The above description is only for the purpose of illustrating the preferred embodiments of the present invention and is not to be construed as limiting the invention, and any modifications, equivalents, improvements and the like that fall within the spirit and principle of the present invention are intended to be included therein.

Claims (7)

1. A method of making a semi-solid/solid state battery using an electrochemical redox process, comprising: and reacting and polymerizing all components of the electrolyte on the surface of the electrode, and incompletely or completely solidifying the liquid electrolyte of the battery with the SEI film structure to prepare the semi-solid/solid battery.

2. A method of manufacturing a semi-solid/solid battery using an electrochemical redox process according to claim 1, wherein: and when the liquid electrolyte in the battery is less than 20%, obtaining the semi-solid battery.

3. A method of manufacturing a semi-solid/solid battery using an electrochemical redox process according to claim 1 or 2, wherein: the electrolyte comprises at least two organic or inorganic compounds with catalytic functional groups as additives, wherein the catalytic functional groups are selected from hydroxyl groups, carboxyl groups, aldehyde groups, aliphatic groups, amino groups, amido groups or olefin groups.

4. A method of manufacturing a semi-solid/solid battery using an electrochemical redox process according to claim 3, wherein: the additive is added in an amount of 0.1-5% by mass based on the electrolyte.

5. A method of manufacturing a semi-solid/solid battery using an electrochemical redox process according to claim 3, wherein: the catalytic functional group is selected from any one of an aliphatic group, an amine group, an amide group or an olefin group.

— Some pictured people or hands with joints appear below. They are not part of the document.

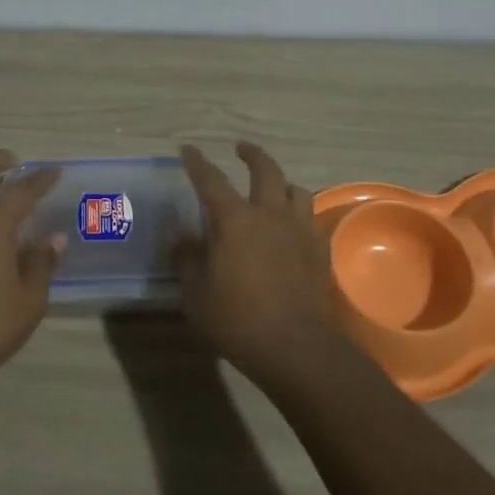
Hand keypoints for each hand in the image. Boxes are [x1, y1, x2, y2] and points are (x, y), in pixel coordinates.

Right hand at [175, 142, 341, 387]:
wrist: (294, 346)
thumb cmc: (235, 319)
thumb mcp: (195, 292)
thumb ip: (185, 257)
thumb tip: (176, 231)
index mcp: (234, 220)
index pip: (211, 180)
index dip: (197, 163)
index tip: (189, 150)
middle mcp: (269, 214)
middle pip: (265, 170)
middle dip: (252, 154)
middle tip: (241, 149)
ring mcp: (299, 230)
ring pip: (296, 190)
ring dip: (281, 183)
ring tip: (273, 188)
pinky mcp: (319, 250)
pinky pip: (310, 219)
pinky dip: (299, 213)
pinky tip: (292, 226)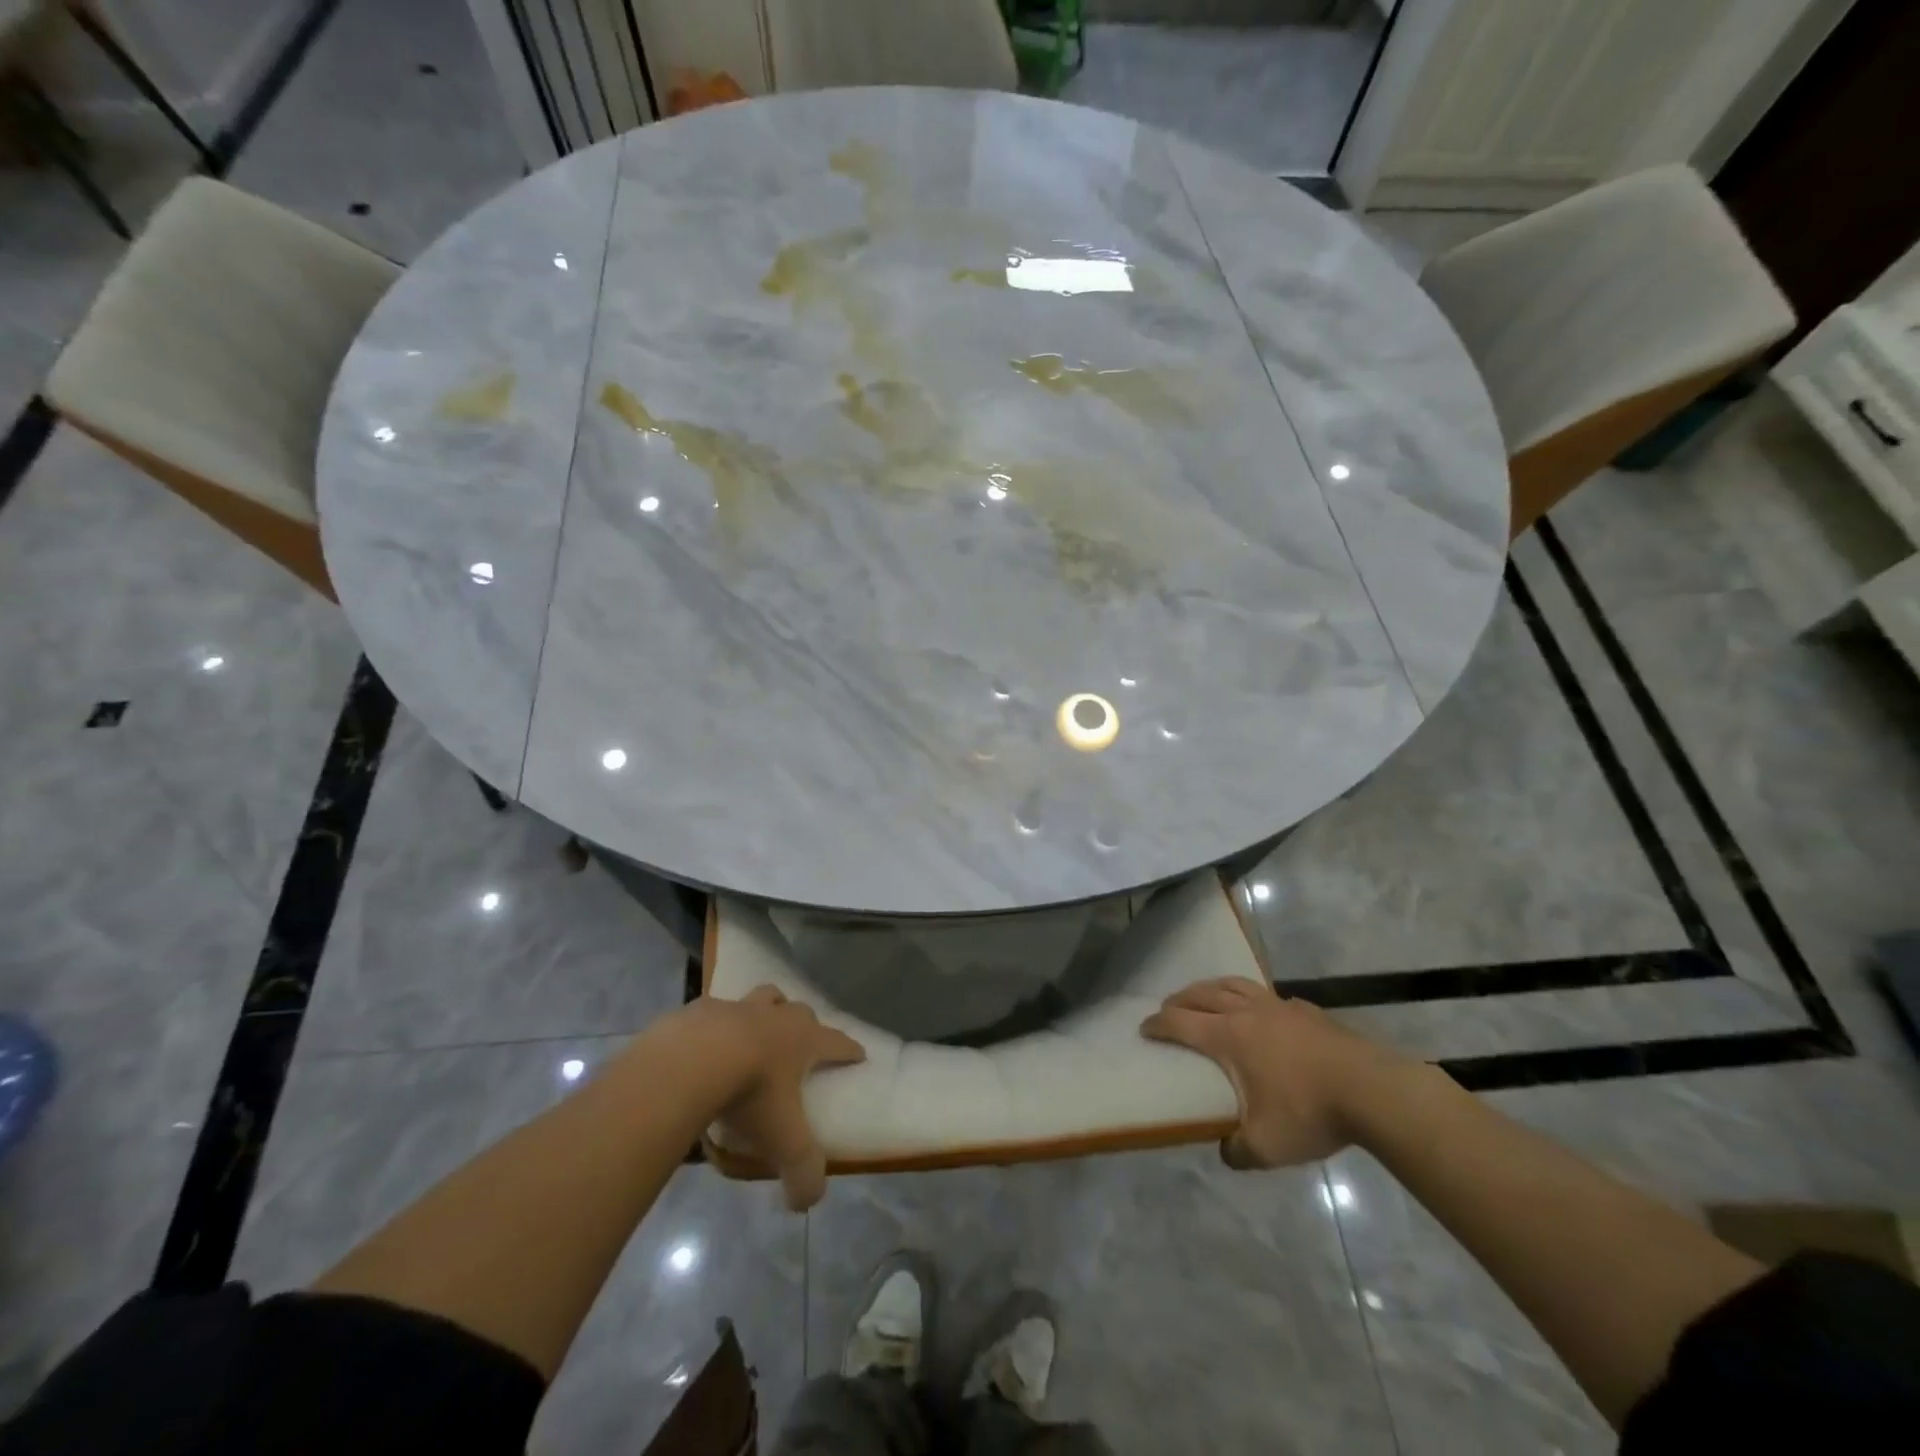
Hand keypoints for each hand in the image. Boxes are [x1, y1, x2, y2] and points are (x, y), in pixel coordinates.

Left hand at [695, 986, 864, 1210]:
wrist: (690, 1061)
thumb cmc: (750, 1093)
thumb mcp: (782, 1140)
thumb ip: (802, 1171)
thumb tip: (808, 1201)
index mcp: (802, 1040)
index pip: (836, 1042)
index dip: (849, 1049)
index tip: (859, 1053)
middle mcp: (775, 1016)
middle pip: (799, 1010)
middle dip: (804, 1022)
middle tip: (800, 1041)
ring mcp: (737, 1007)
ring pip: (762, 998)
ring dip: (764, 1010)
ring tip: (755, 1031)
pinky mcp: (700, 1009)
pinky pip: (714, 1010)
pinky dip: (715, 1024)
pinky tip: (704, 1044)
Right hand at [1142, 978, 1407, 1168]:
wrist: (1373, 1091)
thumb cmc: (1310, 1113)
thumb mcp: (1267, 1147)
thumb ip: (1238, 1150)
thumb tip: (1226, 1150)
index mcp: (1229, 1036)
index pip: (1180, 1022)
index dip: (1158, 1024)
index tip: (1144, 1029)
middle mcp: (1247, 1012)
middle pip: (1202, 994)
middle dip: (1179, 1000)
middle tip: (1168, 1009)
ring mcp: (1279, 1006)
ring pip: (1234, 984)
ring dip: (1211, 988)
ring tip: (1205, 996)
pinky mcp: (1307, 1010)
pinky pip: (1267, 995)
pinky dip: (1250, 997)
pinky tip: (1260, 1012)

6. A method of manufacturing a semi-solid/solid battery using an electrochemical redox process according to claim 1, wherein: the electrolyte is reacted and polymerized at the temperature lower than 100 ℃ and under the pressure of 10 atmospheric pressure to obtain the semi-solid/solid battery.

7. A lithium ion battery, characterized by: the lithium ion battery is prepared by the method of any one of claims 3 or 4-6.